-- Data shown follows --
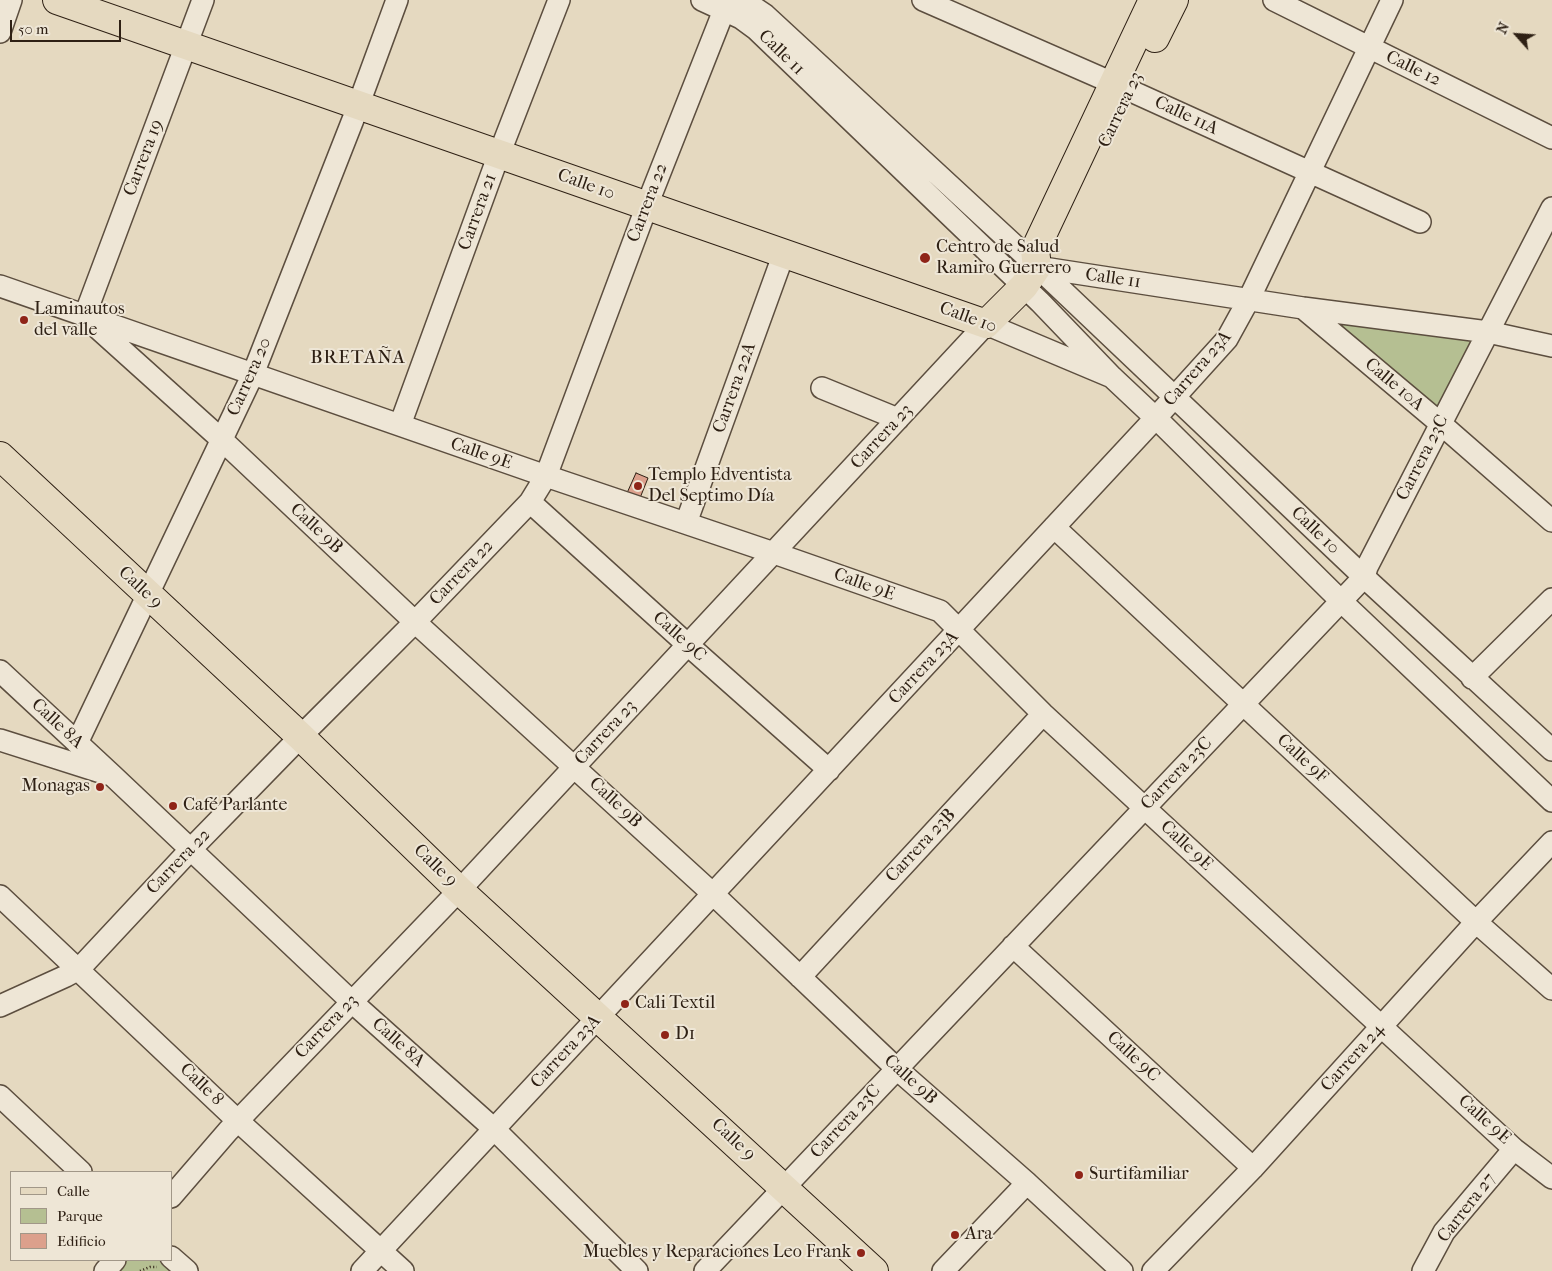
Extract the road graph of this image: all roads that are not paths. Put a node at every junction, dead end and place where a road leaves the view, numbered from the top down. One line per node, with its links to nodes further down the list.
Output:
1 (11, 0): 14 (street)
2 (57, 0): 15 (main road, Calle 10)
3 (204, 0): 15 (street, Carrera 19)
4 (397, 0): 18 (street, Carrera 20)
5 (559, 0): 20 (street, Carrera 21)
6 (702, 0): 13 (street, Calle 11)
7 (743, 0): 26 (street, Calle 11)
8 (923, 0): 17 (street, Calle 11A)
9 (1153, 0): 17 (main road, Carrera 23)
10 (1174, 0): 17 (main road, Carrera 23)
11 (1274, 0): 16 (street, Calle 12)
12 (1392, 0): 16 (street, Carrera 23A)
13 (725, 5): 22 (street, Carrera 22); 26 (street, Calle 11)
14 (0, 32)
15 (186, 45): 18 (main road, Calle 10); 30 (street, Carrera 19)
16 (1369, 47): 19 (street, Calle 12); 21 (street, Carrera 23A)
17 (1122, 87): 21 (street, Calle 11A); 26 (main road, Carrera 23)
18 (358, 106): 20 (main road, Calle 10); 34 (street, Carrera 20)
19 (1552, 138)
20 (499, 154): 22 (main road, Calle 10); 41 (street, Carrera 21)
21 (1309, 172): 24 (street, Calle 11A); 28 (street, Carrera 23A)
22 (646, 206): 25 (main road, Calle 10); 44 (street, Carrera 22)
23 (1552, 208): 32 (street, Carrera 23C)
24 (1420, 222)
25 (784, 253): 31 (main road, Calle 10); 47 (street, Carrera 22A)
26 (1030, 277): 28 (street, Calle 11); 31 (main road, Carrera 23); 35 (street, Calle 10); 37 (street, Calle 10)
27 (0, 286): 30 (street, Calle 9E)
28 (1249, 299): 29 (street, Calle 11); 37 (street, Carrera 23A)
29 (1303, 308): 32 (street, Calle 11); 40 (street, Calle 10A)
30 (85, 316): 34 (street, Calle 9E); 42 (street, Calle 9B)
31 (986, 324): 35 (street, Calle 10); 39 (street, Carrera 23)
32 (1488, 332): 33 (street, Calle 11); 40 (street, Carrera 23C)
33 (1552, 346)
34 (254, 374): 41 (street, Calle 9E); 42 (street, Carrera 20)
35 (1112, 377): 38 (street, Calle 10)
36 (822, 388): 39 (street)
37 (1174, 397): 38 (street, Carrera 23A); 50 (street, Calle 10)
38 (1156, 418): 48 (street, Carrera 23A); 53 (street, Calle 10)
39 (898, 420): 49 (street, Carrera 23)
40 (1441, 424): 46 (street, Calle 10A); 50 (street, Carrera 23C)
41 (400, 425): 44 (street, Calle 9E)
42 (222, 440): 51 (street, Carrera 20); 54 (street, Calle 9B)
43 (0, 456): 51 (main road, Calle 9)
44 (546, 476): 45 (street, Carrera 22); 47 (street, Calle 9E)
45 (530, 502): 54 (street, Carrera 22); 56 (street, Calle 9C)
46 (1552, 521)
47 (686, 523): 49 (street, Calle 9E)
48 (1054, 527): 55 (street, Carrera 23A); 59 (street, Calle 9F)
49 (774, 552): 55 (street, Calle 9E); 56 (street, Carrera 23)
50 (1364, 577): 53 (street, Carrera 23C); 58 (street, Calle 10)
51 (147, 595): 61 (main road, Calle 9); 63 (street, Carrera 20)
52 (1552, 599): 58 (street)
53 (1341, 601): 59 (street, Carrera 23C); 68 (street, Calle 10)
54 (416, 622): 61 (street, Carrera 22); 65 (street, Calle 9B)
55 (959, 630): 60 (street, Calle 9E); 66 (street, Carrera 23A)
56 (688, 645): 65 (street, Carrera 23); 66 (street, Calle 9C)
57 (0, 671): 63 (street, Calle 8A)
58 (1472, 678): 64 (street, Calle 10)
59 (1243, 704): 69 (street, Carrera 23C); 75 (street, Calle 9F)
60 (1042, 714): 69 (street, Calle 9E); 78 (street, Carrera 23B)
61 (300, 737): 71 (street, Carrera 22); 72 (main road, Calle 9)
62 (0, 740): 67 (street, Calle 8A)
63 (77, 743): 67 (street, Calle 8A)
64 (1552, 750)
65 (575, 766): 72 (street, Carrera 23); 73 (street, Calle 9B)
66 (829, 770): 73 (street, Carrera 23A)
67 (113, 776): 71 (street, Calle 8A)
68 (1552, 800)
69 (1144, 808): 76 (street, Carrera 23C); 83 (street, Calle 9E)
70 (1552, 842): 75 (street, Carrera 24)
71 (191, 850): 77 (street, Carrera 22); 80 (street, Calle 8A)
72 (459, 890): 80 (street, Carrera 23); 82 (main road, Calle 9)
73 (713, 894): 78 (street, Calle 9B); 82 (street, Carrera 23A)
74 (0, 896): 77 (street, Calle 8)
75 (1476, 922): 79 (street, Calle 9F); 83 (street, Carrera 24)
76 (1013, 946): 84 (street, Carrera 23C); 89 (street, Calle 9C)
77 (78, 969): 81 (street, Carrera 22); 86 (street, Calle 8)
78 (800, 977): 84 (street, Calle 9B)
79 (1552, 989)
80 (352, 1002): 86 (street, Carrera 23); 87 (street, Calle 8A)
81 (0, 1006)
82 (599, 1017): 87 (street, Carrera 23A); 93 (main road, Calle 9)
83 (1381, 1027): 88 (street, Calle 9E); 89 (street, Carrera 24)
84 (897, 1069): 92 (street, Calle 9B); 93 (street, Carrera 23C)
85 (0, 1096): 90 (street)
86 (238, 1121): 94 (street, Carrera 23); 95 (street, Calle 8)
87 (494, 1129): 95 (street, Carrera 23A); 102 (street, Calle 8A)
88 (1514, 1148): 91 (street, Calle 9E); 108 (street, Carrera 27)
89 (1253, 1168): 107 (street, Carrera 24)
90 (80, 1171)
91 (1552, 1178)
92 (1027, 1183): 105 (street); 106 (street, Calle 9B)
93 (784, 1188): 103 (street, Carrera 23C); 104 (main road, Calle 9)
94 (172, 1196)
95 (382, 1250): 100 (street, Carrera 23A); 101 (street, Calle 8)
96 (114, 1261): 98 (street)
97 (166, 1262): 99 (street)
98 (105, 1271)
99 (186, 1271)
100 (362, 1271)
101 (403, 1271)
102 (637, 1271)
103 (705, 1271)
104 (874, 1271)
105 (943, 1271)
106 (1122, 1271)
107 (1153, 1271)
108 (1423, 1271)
-- Data shown concluded --
-- Data shown follows --
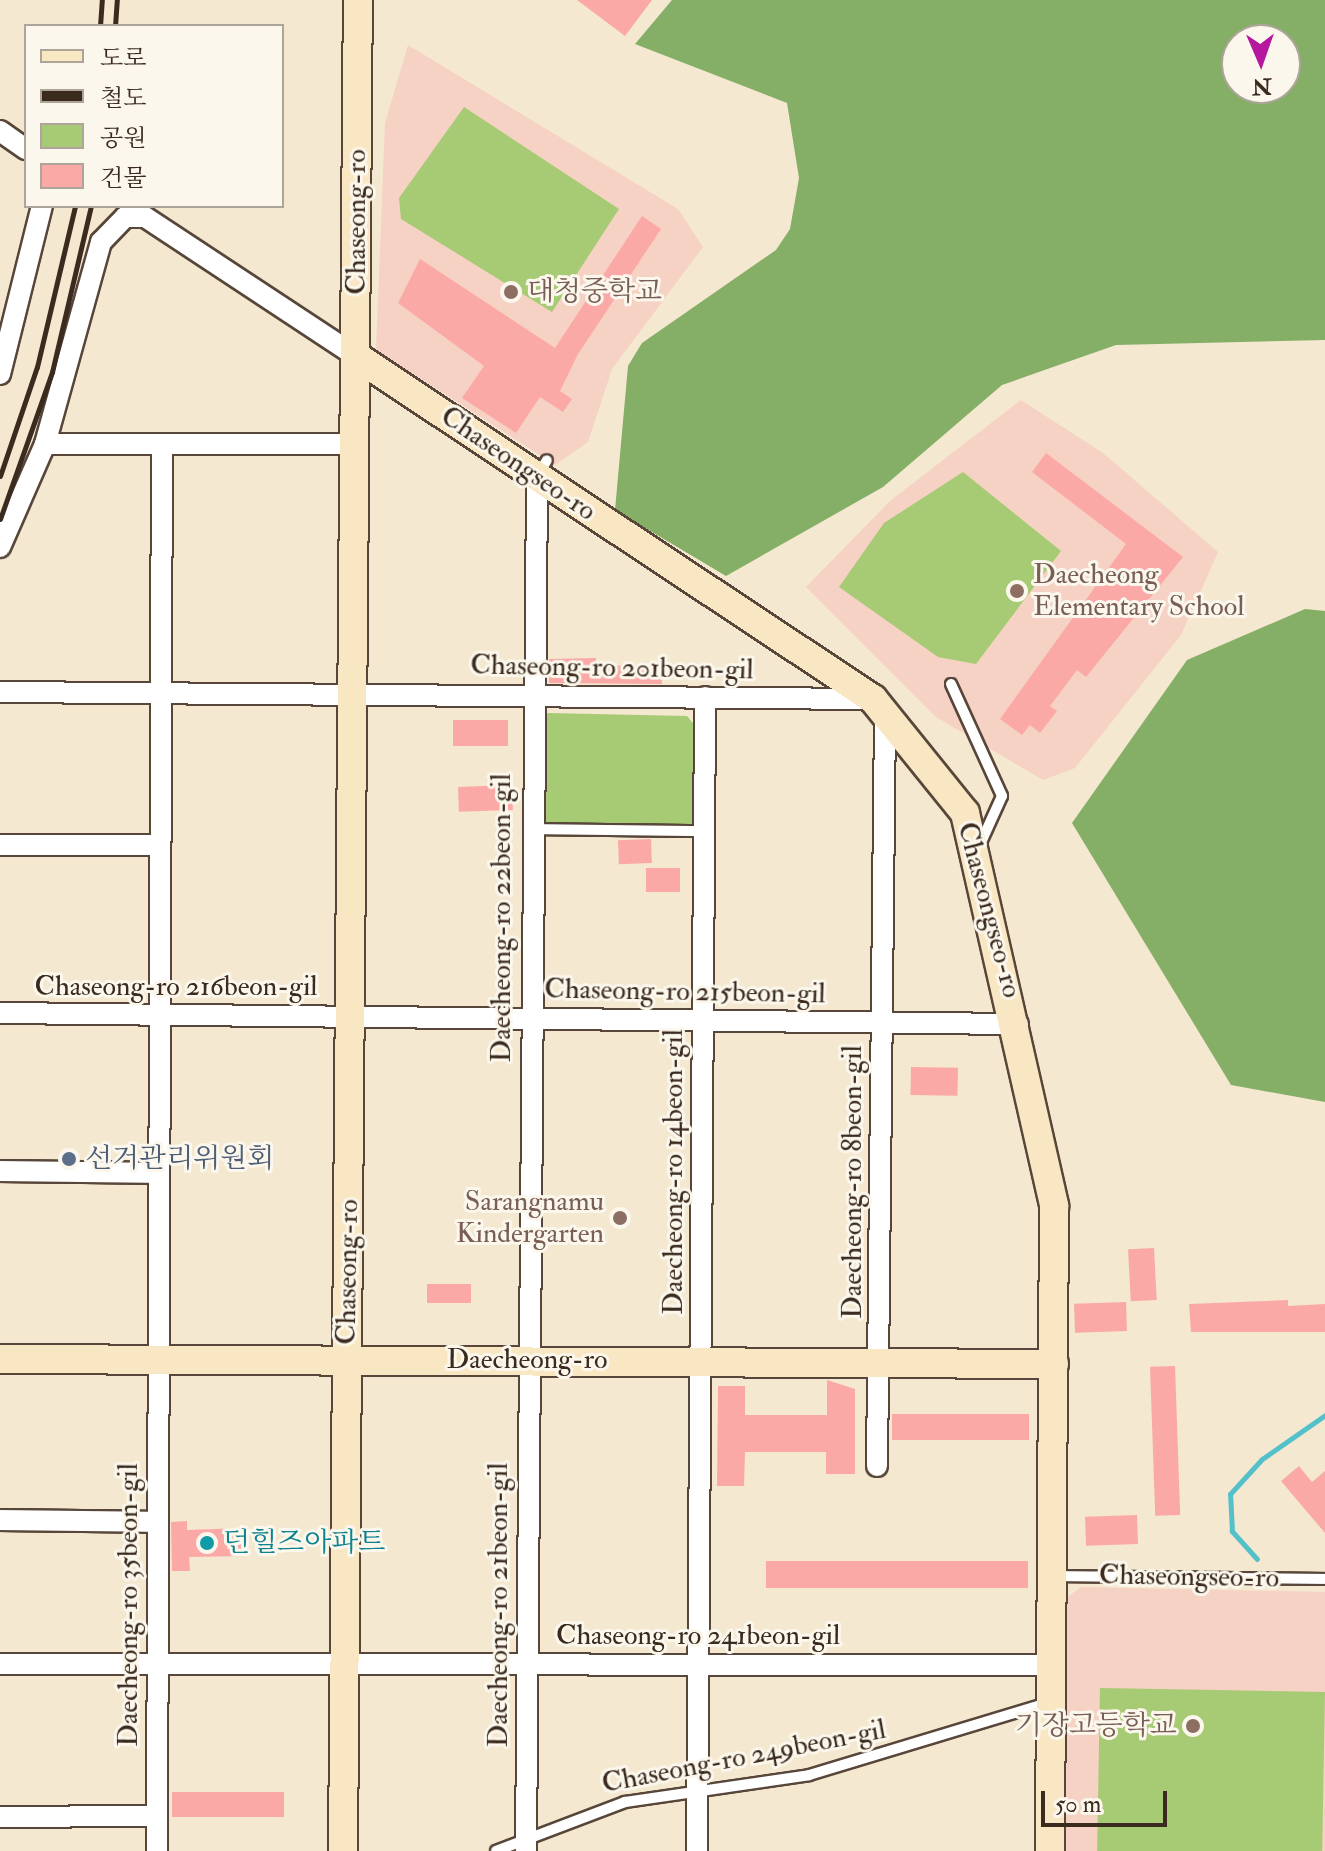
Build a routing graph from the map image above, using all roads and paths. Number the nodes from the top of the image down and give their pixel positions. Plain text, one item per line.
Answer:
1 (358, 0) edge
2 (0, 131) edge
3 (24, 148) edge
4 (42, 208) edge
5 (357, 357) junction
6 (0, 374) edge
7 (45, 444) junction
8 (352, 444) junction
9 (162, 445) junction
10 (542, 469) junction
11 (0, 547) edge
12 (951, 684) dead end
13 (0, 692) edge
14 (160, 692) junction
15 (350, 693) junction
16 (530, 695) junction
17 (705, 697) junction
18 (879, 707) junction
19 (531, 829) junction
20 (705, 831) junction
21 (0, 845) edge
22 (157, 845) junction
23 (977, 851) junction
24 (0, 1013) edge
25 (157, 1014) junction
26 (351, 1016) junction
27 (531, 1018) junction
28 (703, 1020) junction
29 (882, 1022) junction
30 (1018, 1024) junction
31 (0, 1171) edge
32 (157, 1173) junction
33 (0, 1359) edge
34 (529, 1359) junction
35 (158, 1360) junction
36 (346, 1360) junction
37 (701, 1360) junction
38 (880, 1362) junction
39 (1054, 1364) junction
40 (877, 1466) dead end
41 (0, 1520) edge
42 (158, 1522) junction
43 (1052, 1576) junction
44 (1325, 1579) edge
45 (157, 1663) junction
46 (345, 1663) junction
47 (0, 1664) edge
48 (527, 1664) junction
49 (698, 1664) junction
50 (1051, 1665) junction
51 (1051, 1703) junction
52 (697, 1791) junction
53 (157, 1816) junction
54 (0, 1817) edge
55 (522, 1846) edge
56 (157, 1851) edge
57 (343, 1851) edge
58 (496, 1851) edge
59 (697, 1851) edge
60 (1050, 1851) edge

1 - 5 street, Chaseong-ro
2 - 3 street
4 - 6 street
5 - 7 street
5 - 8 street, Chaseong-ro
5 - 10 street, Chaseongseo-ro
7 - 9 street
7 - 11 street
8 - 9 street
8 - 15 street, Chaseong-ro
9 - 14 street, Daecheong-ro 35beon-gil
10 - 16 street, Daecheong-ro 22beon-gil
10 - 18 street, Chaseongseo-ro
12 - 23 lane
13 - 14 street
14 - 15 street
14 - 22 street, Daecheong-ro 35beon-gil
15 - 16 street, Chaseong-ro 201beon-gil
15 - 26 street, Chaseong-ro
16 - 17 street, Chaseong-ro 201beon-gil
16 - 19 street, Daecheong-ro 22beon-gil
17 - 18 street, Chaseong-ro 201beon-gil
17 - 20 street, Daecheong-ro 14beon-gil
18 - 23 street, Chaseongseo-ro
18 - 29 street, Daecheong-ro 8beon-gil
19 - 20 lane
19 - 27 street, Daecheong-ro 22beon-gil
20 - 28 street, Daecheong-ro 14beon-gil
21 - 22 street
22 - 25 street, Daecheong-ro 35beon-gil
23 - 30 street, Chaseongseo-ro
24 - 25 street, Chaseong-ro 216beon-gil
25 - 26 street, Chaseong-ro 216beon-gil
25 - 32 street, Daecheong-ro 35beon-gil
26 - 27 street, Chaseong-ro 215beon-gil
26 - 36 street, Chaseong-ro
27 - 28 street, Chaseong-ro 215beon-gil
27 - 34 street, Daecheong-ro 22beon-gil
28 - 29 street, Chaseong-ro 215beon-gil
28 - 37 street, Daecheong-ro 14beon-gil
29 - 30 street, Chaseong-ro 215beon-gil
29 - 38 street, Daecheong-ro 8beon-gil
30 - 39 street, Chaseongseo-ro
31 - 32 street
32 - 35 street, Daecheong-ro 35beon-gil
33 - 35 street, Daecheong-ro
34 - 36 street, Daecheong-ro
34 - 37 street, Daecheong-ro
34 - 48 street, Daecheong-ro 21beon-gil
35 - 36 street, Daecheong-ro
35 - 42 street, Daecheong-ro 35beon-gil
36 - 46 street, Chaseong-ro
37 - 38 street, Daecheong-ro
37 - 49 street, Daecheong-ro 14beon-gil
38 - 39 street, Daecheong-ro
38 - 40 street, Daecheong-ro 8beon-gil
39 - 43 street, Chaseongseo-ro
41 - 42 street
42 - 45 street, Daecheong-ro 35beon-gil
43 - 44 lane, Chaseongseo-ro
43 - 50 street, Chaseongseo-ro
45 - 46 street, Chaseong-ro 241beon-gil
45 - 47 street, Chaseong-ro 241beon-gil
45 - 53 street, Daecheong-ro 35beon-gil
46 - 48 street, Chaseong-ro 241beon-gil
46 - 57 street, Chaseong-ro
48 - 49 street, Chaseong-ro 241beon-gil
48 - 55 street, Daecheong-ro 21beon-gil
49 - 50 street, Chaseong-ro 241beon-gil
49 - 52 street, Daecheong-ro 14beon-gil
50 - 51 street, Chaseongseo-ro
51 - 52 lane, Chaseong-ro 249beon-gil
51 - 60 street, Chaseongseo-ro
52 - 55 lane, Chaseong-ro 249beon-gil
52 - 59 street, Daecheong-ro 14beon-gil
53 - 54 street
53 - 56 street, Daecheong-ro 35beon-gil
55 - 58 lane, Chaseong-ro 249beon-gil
-- Data shown concluded --
• Aim of the task: For each line in the entries that contains the string "graph", make a copy.

• Written solution:
Extract the road graph of this image: all roads that are not paths. Put a node at every junction, dead end and place where a road leaves the view, numbered from the top down. One line per node, with its links to nodes further down the list.
Build a routing graph from the map image above, using all roads and paths. Number the nodes from the top of the image down and give their pixel positions. Plain text, one item per line.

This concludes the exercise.